What is expected — Please write out all of the entries beneath this line exactly, skipping the pictures.

Data extract —
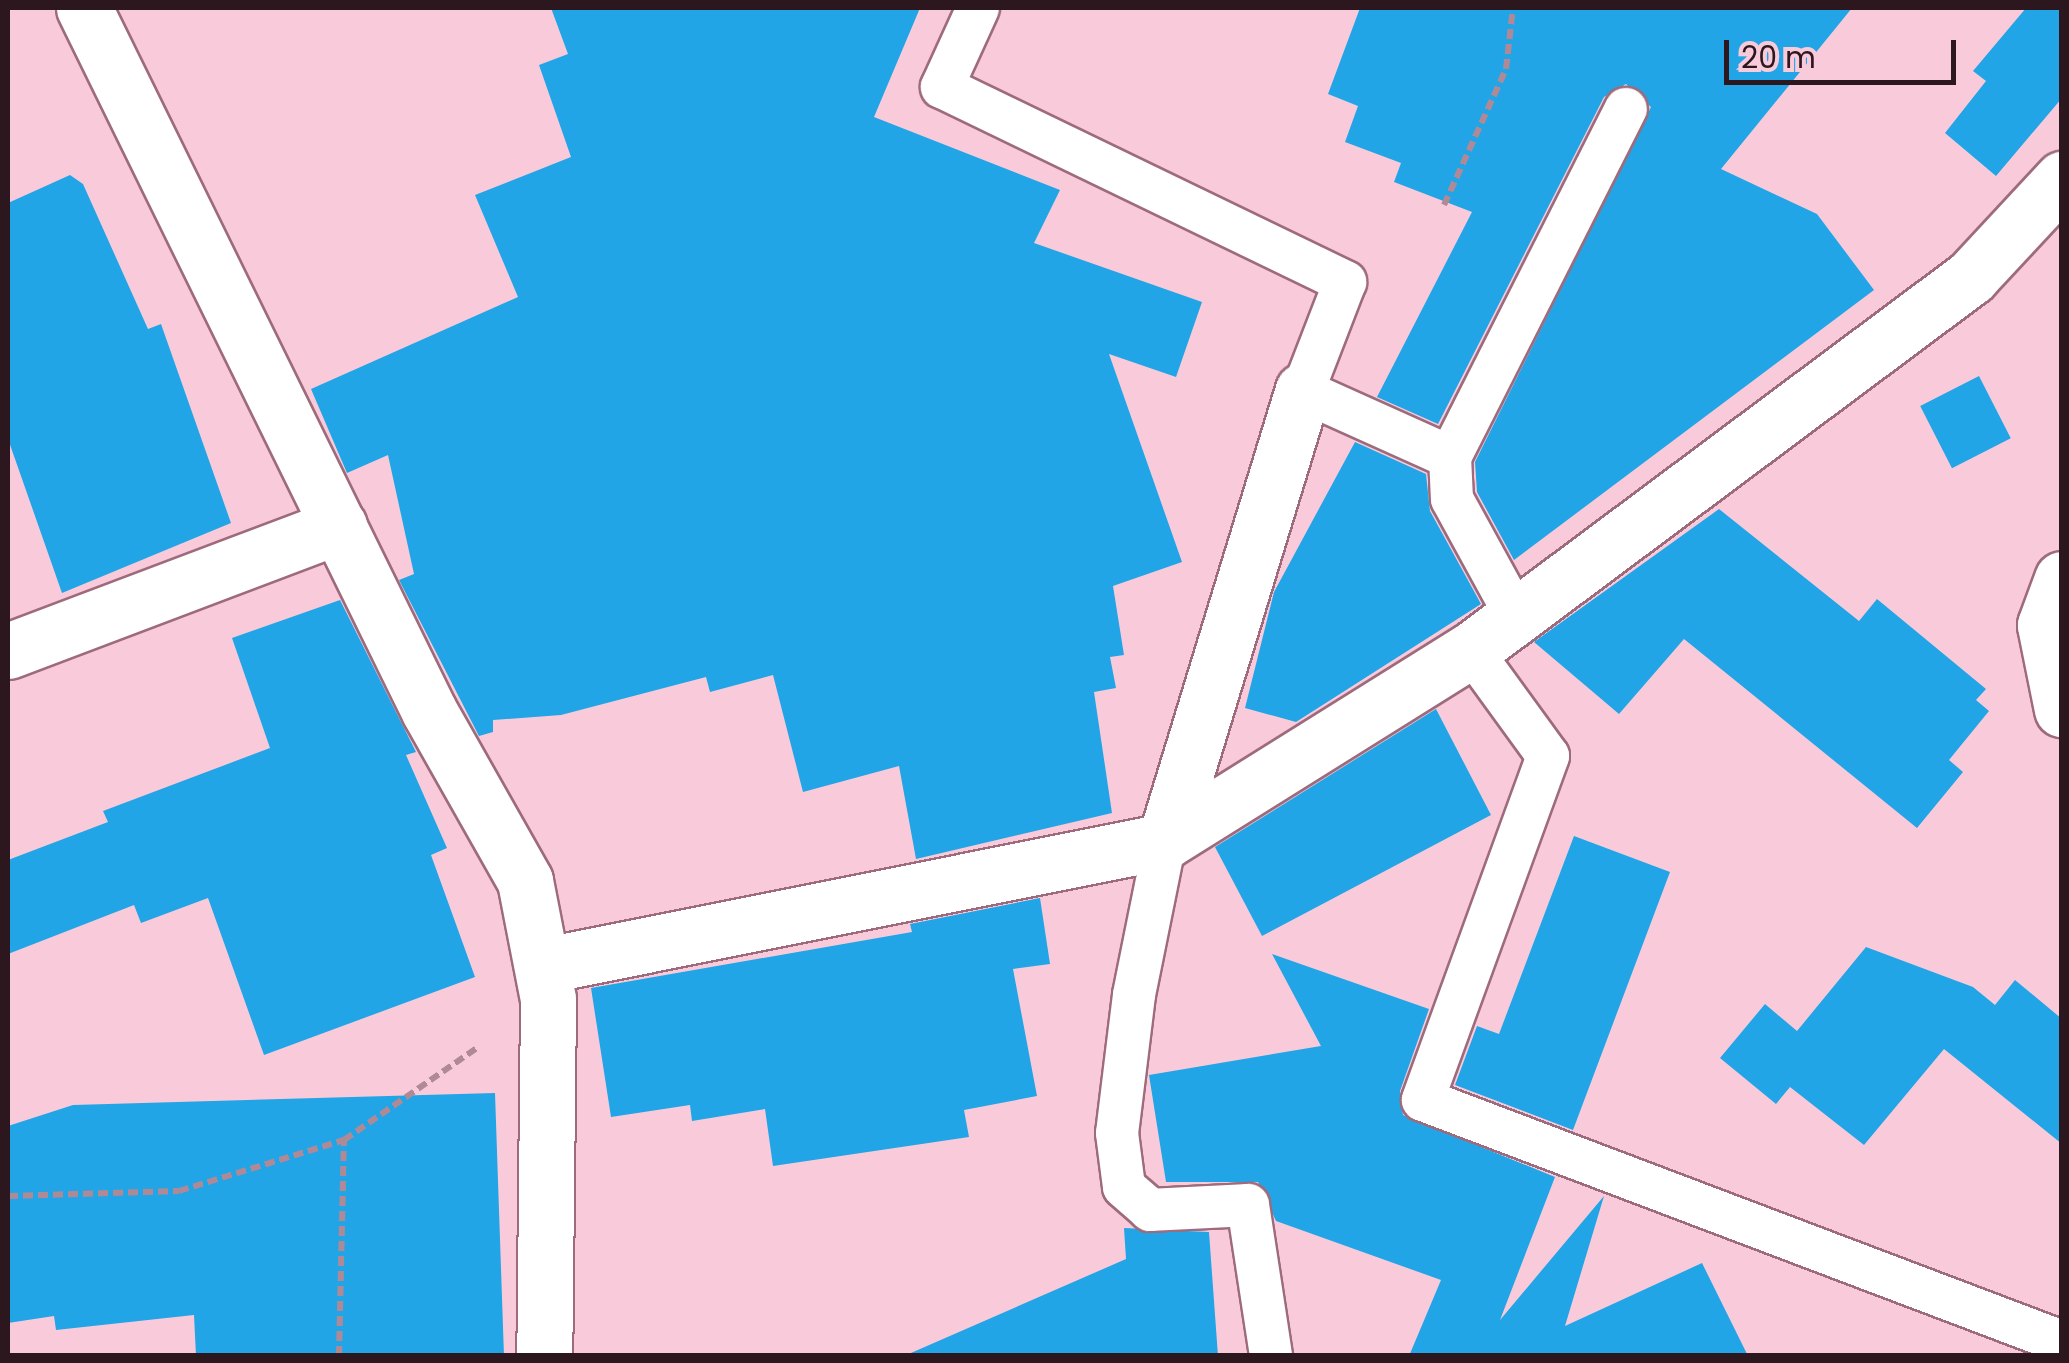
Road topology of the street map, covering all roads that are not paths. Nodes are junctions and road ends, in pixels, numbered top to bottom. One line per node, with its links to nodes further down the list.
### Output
1 (84, 8): 7 (street)
2 (978, 8): 5 (lane)
3 (1626, 109): 6 (lane)
4 (2062, 179): 9 (street)
5 (1303, 390): 6 (lane); 13 (street)
6 (1450, 457): 9 (lane)
7 (340, 526): 11 (street); 14 (street)
8 (2062, 580): 12 (street)
9 (1516, 616): 10 (street)
10 (1471, 650): 13 (street); 15 (lane)
11 (8, 651)
12 (2062, 709)
13 (1165, 841): 14 (street); 17 (lane)
14 (547, 982): 16 (street)
15 (2062, 1342)
16 (544, 1356)
17 (1271, 1356)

Answer section —
Road topology of the street map, covering all roads that are not paths. Nodes are junctions and road ends, in pixels, numbered top to bottom. One line per node, with its links to nodes further down the list.
### Output
1 (84, 8): 7 (street)
2 (978, 8): 5 (lane)
3 (1626, 109): 6 (lane)
4 (2062, 179): 9 (street)
5 (1303, 390): 6 (lane); 13 (street)
6 (1450, 457): 9 (lane)
7 (340, 526): 11 (street); 14 (street)
8 (2062, 580): 12 (street)
9 (1516, 616): 10 (street)
10 (1471, 650): 13 (street); 15 (lane)
11 (8, 651)
12 (2062, 709)
13 (1165, 841): 14 (street); 17 (lane)
14 (547, 982): 16 (street)
15 (2062, 1342)
16 (544, 1356)
17 (1271, 1356)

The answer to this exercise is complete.